De que modo, então, podemos colocar a questão do que é a violência? Não precisamos saber como lidar com tal questão antes de perguntarmos, como devemos, quais são as formas legítimas e ilegítimas de violência?

Eu enxergo o ensaio "Crítica da Violência" de Benjamin, escrito em 1921, como uma crítica da violência do direito, o tipo de violência que o Estado exerce por instaurar e manter o status vinculante que o direito impõe sobre quem está a ele sujeito (1).

Quando Benjamin apresenta uma crítica, ele está oferecendo pelo menos dois tipos de considerações. Em primeiro lugar, ele questiona: como a violência do direito se torna possível? Que direito é esse que requer a violência ou, ao menos, um efeito coercitivo para tornar-se vinculante aos sujeitos? Além disso, que violência é essa que pode assumir essa forma jurídica? Quanto ä última questão, Benjamin inaugura uma segunda trajetória em seu pensamento: há alguma outra forma de violência que não seja coercitiva, uma violência que possa ser, de fato, invocada e travada contra a força coercitiva do direito? Ele vai mais longe e pergunta: há um tipo de violência que não apenas seja travada contra a coerção, mas que seja em si não coercitiva e, neste sentido, quando não em alguns outros, fundamentalmente não violenta? Ele se refere ä violência não-coercitiva como aquela em que "não há derramamento de sangue", e isso pareceria implicar que ela não é travada contra corpos e vidas humanas.

Como veremos, não fica totalmente claro se ele consegue cumprir esta promessa. Se ele pudesse, adotaria uma violência que destrói a coerção sem derramar sangue no processo. Isso constituiria a possibilidade paradoxal de uma violência não-violenta. A seguir, espero considerar essa possibilidade no ensaio de Benjamin.

O ensaio de Benjamin é notoriamente difícil. Temos que lidar com muitas distinções. Além disso, parece que as analisamos por alguns poucos momentos e depois as deixamos de lado. É preciso trabalhar com dois conjuntos de distinções para tentar entender o que o autor faz. O primeiro é a distinção entre a violência instauradora do direito (rechtsetzend) e a violência mantenedora do direito (rechtserhaltend).

A violência que mantém o direito é exercida pelos tribunais e, certamente, pela polícia. Ela representa esforços constantes e institucionalizados para garantir que o direito continue vinculando a população que governa; representa as maneiras cotidianas pelas quais o direito repetidamente impõe sua obrigação aos sujeitos.

A violência que instaura o direito é diferente. O direito é postulado como algo feito quando uma política surge e cria a lei, mas também pode ser uma prerrogativa exercida pelos militares na criação de ações coercitivas para lidar com uma população indisciplinada. Curiosamente, os militares podem ser um exemplo tanto do poder instaurador do direito quanto do poder que o mantém, a depender do contexto. Retornaremos a este ponto quando questionarmos se há, ainda, outra violência, uma terceira possibilidade de violência que exceda e se oponha tanto à violência instauradora quanto à mantenedora.

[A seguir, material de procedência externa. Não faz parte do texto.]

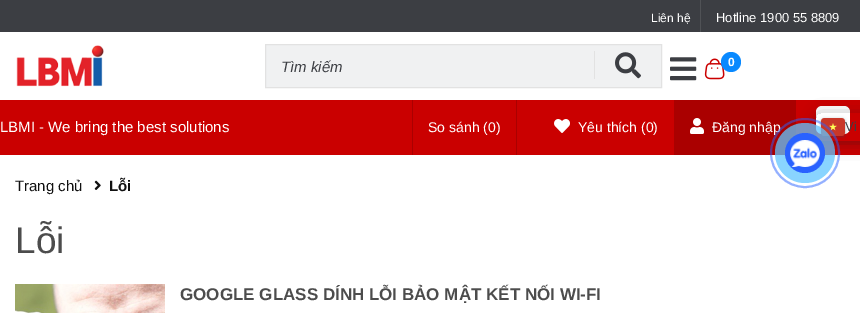 %!PS
<< /PageSize [860 313] /PageUsesTransparency true >> setpagedevice
/m/moveto load def
/l/rlineto load def
/c/rcurveto load def
/z/closepath load def
/f/fill load def
/s/stroke load def
/q/gsave load def
/Q_/grestore load def
/w/setlinewidth load def
/C { dup -16 bitshift 255 div exch dup -8 bitshift 255 and 255 div exch 255 and 255 div setrgbcolor } def
/F { [ exch dup neg 0 0 3 -1 roll 0 0 ] selectfont } def
/T { moveto show } def
/R { rectfill } def
/A { dup .setfillconstantalpha .setstrokeconstantalpha } def
/O { newpath 0 360 arc closepath } def
/Q { 5 dict begin { /r /h /w /y /x } { exch def } forall
  x r add y moveto x w add y 2 copy h add r arct x w add y h add x 1 index r arct
  x y h add x y r arct x y 2 copy exch w add exch r arct closepath end } def
/S { 12 dict begin { /a /b /q /h /w /y /x } { exch def } forall gsave /was 0 def
  9 -2 -9 { dup b mul 4 div /e exch def 1 sub .425 mul 2.718 exch exp 1 add a .99 .min exch div /now exch def
    1 1 now sub 1 was sub div sub A /was now def
    w h .min e 2 mul add 0 gt { x e sub y e sub w e 2 mul add h e 2 mul add
      q e add b .6 mul add w h .min 2 div e add .min 0 .max Q fill } if } for grestore end } def
/I { 5 dict begin { /h /w /y /x /name } { exch def } forall
  gsave x y translate w h scale
  w h 8 [w 0 0 h 0 0] name (r) file false 3 colorimage grestore end } def
0 .pushpdf14devicefilter
0 313 translate 1 -1 scale
4 setmiterlimit
16#FFFFFF C
0 0 860 313 R
16#3C3E43 C
0 0 860 32 R
16#505256 C
700 0 1 32 R
/LiberationSans-Regular 12 F
16#FFFFFF C
(Liên hệ) 651 22 T
/LiberationSans-Regular 13 F
(Hotline 1900 55 8809) 716 22 T
(1.rgb) 16 45 88 42 I
16#F0F1F2 C
265.5 44.5 m 396 0 l 0 43 l -396 0 l z q f Q_
16#E2E2E2 C
s
/LiberationSans-Italic 15 F
16#3C3E43 C
(Tìm kiếm) 281 72 T
16#E2E2E2 C
594 51 1 28 R
(2.rgb) 615 52 26 27 I
(3.rgb) 670 57 27 24 I
(4.rgb) 704 58 21 22 I
16#0989FF C
731 62 10 O f
/LiberationSans-Bold 12 F
16#FFFFFF C
(0) 728 66 T
16#CA0000 C
0 100 860 55 R
/LiberationSans-Regular 15 F
16#FFFFFF C
(LBMI - We bring the best solutions) 0 132 T
16#AA0000 C
412 100 1 55 R
/LiberationSans-Regular 14 F
16#FFFFFF C
(So sánh \(0\)) 428 132 T
16#AA0000 C
516 100 1 55 R
(5.rgb) 554 119 16 14 I
16#FFFFFF C
(Yêu thích \(0\)) 578 132 T
16#AA0000 C
674 100 122 55 R
(6.rgb) 690 118 14 16 I
16#FFFFFF C
(Đăng nhập) 712 132 T
816 106 34 28 6 Q f
q
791 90 m 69 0 l 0 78 l -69 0 l z 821 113 m 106 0 l 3 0 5 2 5 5 c 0 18 l 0 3 -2 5 -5 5 c -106 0 l -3 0 -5 -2 -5 -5 c 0 -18 l 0 -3 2 -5 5 -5 c z eoclip newpath
16#0E1E25 C
816 115 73 28 5 8 .32 S
Q_
q
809 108 m 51 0 l 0 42 l -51 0 l z 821 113 m 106 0 l 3 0 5 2 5 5 c 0 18 l 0 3 -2 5 -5 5 c -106 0 l -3 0 -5 -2 -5 -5 c 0 -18 l 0 -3 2 -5 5 -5 c z eoclip newpath
16#0E1E25 C
816 115 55 28 5 2 .12 S
Q_
16#3C4043 C
820 118 26 20 4 1.5 .15 S
821 119 24 18 3 1 .3 S
(7.rgb) 821 118 24 18 I
/LiberationSans-Regular 13 F
16#3C3E43 C
(Vi) 845 131 T
/LiberationSans-Regular 15 F
16#111111 C
(Trang chủ) 15 191 T
(8.rgb) 94 180 7 10 I
/LiberationSans-Bold 15 F
(Lỗi) 109 191 T
0.5 A
16#2962FF C
2 w
805 153 34 O s
0.75 A
16#61C5FF C
805 153 30 O f
1 A
16#2962FF C
805 153 20 O f
(9.rgb) 790 140 30 27 I
/LiberationSans-Regular 37 F
16#4C4C4C C
(Lỗi) 15 253 T
(10.rgb) 15 284 150 29 I
/LiberationSans-Bold 17 F
(GOOGLE GLASS DÍNH LỖI BẢO MẬT KẾT NỐI WI-FI) 180 300 T
.poppdf14devicefilter showpage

Porém, se nos concentrarmos na violência instauradora do direito, veremos que Benjamin demonstra claramente que o ato de impor o direito, de fazer a lei, é trabalho do destino. Os atos pelos quais o direito é instituído não são, em si mesmos, justificados por outro direito ou pelo recurso a uma justificativa racional prévia à codificação do direito. O direito também não é formado de maneira orgânica, através do lento desenvolvimento de costumes e normas morais em direito positivo. Ao contrário, o processo de instauração do direito cria as condições para que procedimentos de deliberação e fundamentação ocorram. Isso é feito, por assim dizer, através de decreto e faz parte do que se entende pela violência deste ato fundador.

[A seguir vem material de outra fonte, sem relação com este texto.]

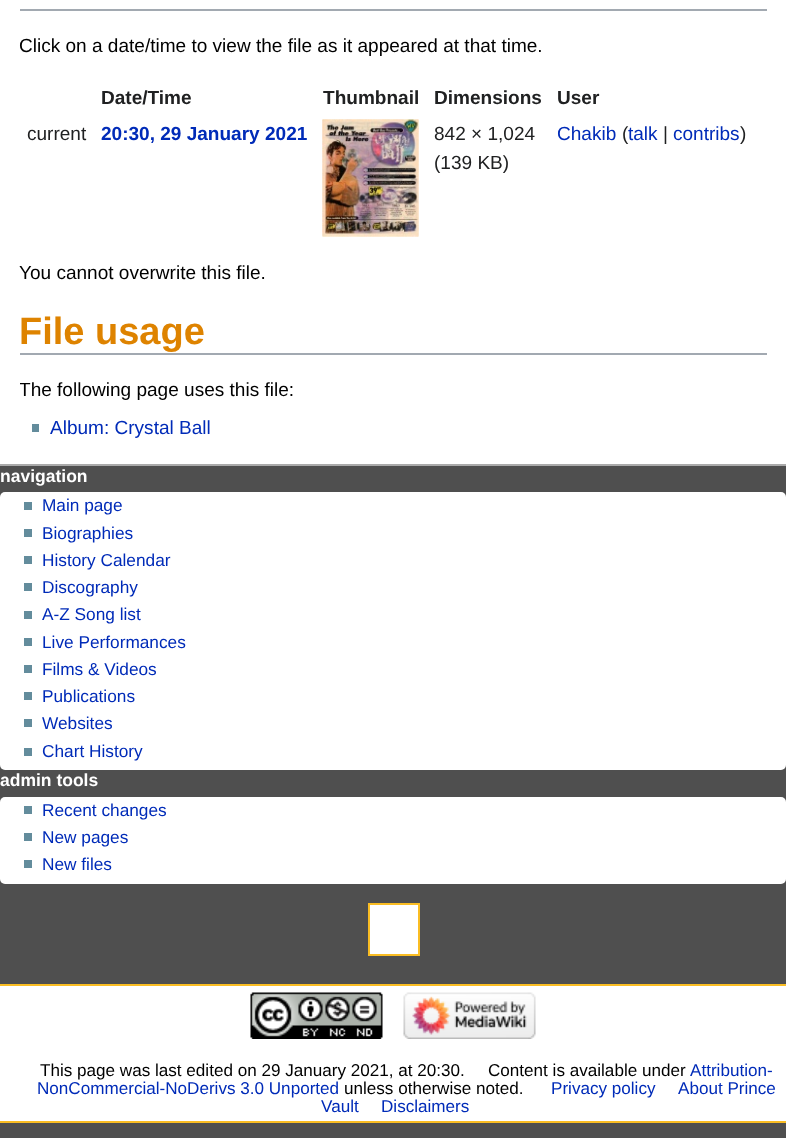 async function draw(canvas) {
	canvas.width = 786;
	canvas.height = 1138;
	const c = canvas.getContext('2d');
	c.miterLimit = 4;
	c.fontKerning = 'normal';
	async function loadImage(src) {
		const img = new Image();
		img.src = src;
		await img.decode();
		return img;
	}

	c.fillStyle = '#4f4f4f';
	c.fillRect(0, 0, 786, 1138);
	for (const [x, y, w, h, color] of [
		[0, 0, 786, 464, '#fff'],
		[0, 464, 786, 2, '#aaa'],
		[20, 9, 747, 2, '#a2a9b1'],
	]) {
		c.fillStyle = color;
		c.fillRect(x, y, w, h);
	}
	c.font = '19.05px Liberation Sans';
	c.fillStyle = '#000';
	c.fillText('Click on a date/time to view the file as it appeared at that time.', 19, 52);
	c.font = 'bold 19.05px Liberation Sans';
	c.fillStyle = '#202122';
	for (const [text, x, y] of [
		['Date/Time', 101, 104],
		['Thumbnail', 323, 104],
		['Dimensions', 434, 104],
		['User', 557, 104],
	]) {
		c.fillText(text, x, y);
	}
	c.font = '19.05px Liberation Sans';
	c.fillText('current', 27, 140);
	c.font = 'bold 19.05px Liberation Sans';
	c.fillStyle = '#002bb8';
	c.fillText('20:30, 29 January 2021', 101, 140);
	c.drawImage(await loadImage('img1.png'), 322, 119, 97, 118);
	c.drawImage(await loadImage('img2.png'), 322, 119, 97, 118);
	c.font = '19.05px Liberation Sans';
	c.fillStyle = '#202122';
	c.fillText('842 × 1,024', 434, 140);
	c.fillText('(139 KB)', 434, 169);
	c.fillStyle = '#002bb8';
	c.fillText('Chakib', 557, 140);
	c.fillStyle = '#202122';
	c.fillText('(', 622, 140);
	c.fillStyle = '#002bb8';
	c.fillText('talk', 628, 140);
	c.fillStyle = '#202122';
	c.fillText('|', 663, 140);
	c.fillStyle = '#002bb8';
	c.fillText('contribs', 673, 140);
	c.fillStyle = '#202122';
	c.fillText(')', 740, 140);
	c.fillStyle = '#000';
	c.fillText('You cannot overwrite this file.', 19, 279);
	c.fillStyle = '#a2a9b1';
	c.fillRect(20, 353, 747, 2);
	c.font = 'bold 38px Liberation Sans';
	c.fillStyle = '#de8300';
	c.fillText('File usage', 19, 344);
	c.save();
	c.beginPath();
	c.rect(20, 0, 747, 446);
	c.clip();
	c.font = '19.05px Liberation Sans';
	c.fillStyle = '#000';
	c.fillText('The following page uses this file:', 19, 396);
	c.restore();
	c.fillStyle = '#638c9c';
	c.fillRect(32, 424, 7, 8);
	c.font = '19.05px Liberation Sans';
	c.fillStyle = '#002bb8';
	c.fillText('Album: Crystal Ball', 50, 434);
	c.font = 'bold 17.5px Liberation Sans';
	c.fillStyle = '#fff';
	c.fillText('navigation', 0, 482);
	c.beginPath();
	c.roundRect(0, 492, 786, 278, 5);
	c.fill();
	c.fillStyle = '#638c9c';
	c.fillRect(24, 502, 8, 8);
	c.font = '17.25px Liberation Sans';
	c.fillStyle = '#002bb8';
	c.fillText('Main page', 42, 511);
	c.fillStyle = '#638c9c';
	c.fillRect(24, 529, 8, 8);
	c.fillStyle = '#002bb8';
	c.fillText('Biographies', 42, 539);
	c.fillStyle = '#638c9c';
	c.fillRect(24, 556, 8, 8);
	c.fillStyle = '#002bb8';
	c.fillText('History Calendar', 42, 566);
	c.fillStyle = '#638c9c';
	c.fillRect(24, 583, 8, 8);
	c.fillStyle = '#002bb8';
	c.fillText('Discography', 42, 593);
	c.fillStyle = '#638c9c';
	c.fillRect(24, 611, 8, 8);
	c.fillStyle = '#002bb8';
	c.fillText('A-Z Song list', 42, 620);
	c.fillStyle = '#638c9c';
	c.fillRect(24, 638, 8, 8);
	c.fillStyle = '#002bb8';
	c.fillText('Live Performances', 42, 648);
	c.fillStyle = '#638c9c';
	c.fillRect(24, 665, 8, 8);
	c.fillStyle = '#002bb8';
	c.fillText('Films & Videos', 42, 675);
	c.fillStyle = '#638c9c';
	c.fillRect(24, 692, 8, 8);
	c.fillStyle = '#002bb8';
	c.fillText('Publications', 42, 702);
	c.fillStyle = '#638c9c';
	c.fillRect(24, 719, 8, 8);
	c.fillStyle = '#002bb8';
	c.fillText('Websites', 42, 729);
	c.fillStyle = '#638c9c';
	c.fillRect(24, 748, 8, 8);
	c.fillStyle = '#002bb8';
	c.fillText('Chart History', 42, 757);
	c.font = 'bold 17.5px Liberation Sans';
	c.fillStyle = '#fff';
	c.fillText('admin tools', 0, 786);
	c.beginPath();
	c.roundRect(0, 797, 786, 87, 5);
	c.fill();
	c.fillStyle = '#638c9c';
	c.fillRect(24, 806, 8, 8);
	c.font = '17.25px Liberation Sans';
	c.fillStyle = '#002bb8';
	c.fillText('Recent changes', 42, 816);
	c.fillStyle = '#638c9c';
	c.fillRect(24, 833, 8, 8);
	c.fillStyle = '#002bb8';
	c.fillText('New pages', 42, 843);
	c.fillStyle = '#638c9c';
	c.fillRect(24, 860, 8, 8);
	c.fillStyle = '#002bb8';
	c.fillText('New files', 42, 870);
	c.fillStyle = '#fff';
	c.beginPath();
	c.rect(369, 904, 50, 51);
	c.fill();
	c.strokeStyle = '#fabd23';
	c.lineWidth = 2;
	c.stroke();
	for (const [x, y, w, h, color] of [
		[0, 986, 786, 135, '#fff'],
		[0, 984, 786, 2, '#fabd23'],
		[0, 1121, 786, 2, '#fabd23'],
	]) {
		c.fillStyle = color;
		c.fillRect(x, y, w, h);
	}
	c.drawImage(await loadImage('img3.png'), 250, 992, 133, 47);
	c.drawImage(await loadImage('img4.png'), 403, 992, 133, 47);
	c.font = '17.1px Liberation Sans';
	c.fillStyle = '#000';
	c.fillText('This page was last edited on 29 January 2021, at 20:30.', 40, 1076);
	c.fillText('Content is available under', 488, 1076);
	c.fillStyle = '#002bb8';
	c.fillText('Attribution-', 690, 1076);
	c.fillText('NonCommercial-NoDerivs 3.0 Unported', 37, 1094);
	c.fillStyle = '#000';
	c.fillText('unless otherwise noted.', 344, 1094);
	c.fillStyle = '#002bb8';
	for (const [text, x, y] of [
		['Privacy policy', 551, 1094],
		['About Prince', 678, 1094],
		['Vault', 321, 1112],
		['Disclaimers', 381, 1112],
	]) {
		c.fillText(text, x, y);
	}
}

draw(document.querySelector('canvas'));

Com efeito, a violência da violência instauradora do direito se resume à alegação de que "agora essa será a lei" ou, mais enfaticamente, "agora essa é a lei" (2). Esta última concepção de violência legal--a de instauração do direito--é entendida como uma operação do destino, termo que tem um significado específico para ele. O destino pertence ao reino helênico do mito e a violência mantenedora do direito é, de muitas maneiras, o subproduto desta violência instauradora, pois o direito que é mantido é justamente aquele que já foi instaurado.

O fato de que o direito só pode ser mantido pela reiteração de seu caráter vinculante sugere que ele é "preservado" apenas por ser afirmado repetidamente como vinculante. No fim, ao que parece, o modelo da violência instauradora do direito, entendido como destino--uma declaração por decreto--, é também o mecanismo de funcionamento da violência mantenedora do direito.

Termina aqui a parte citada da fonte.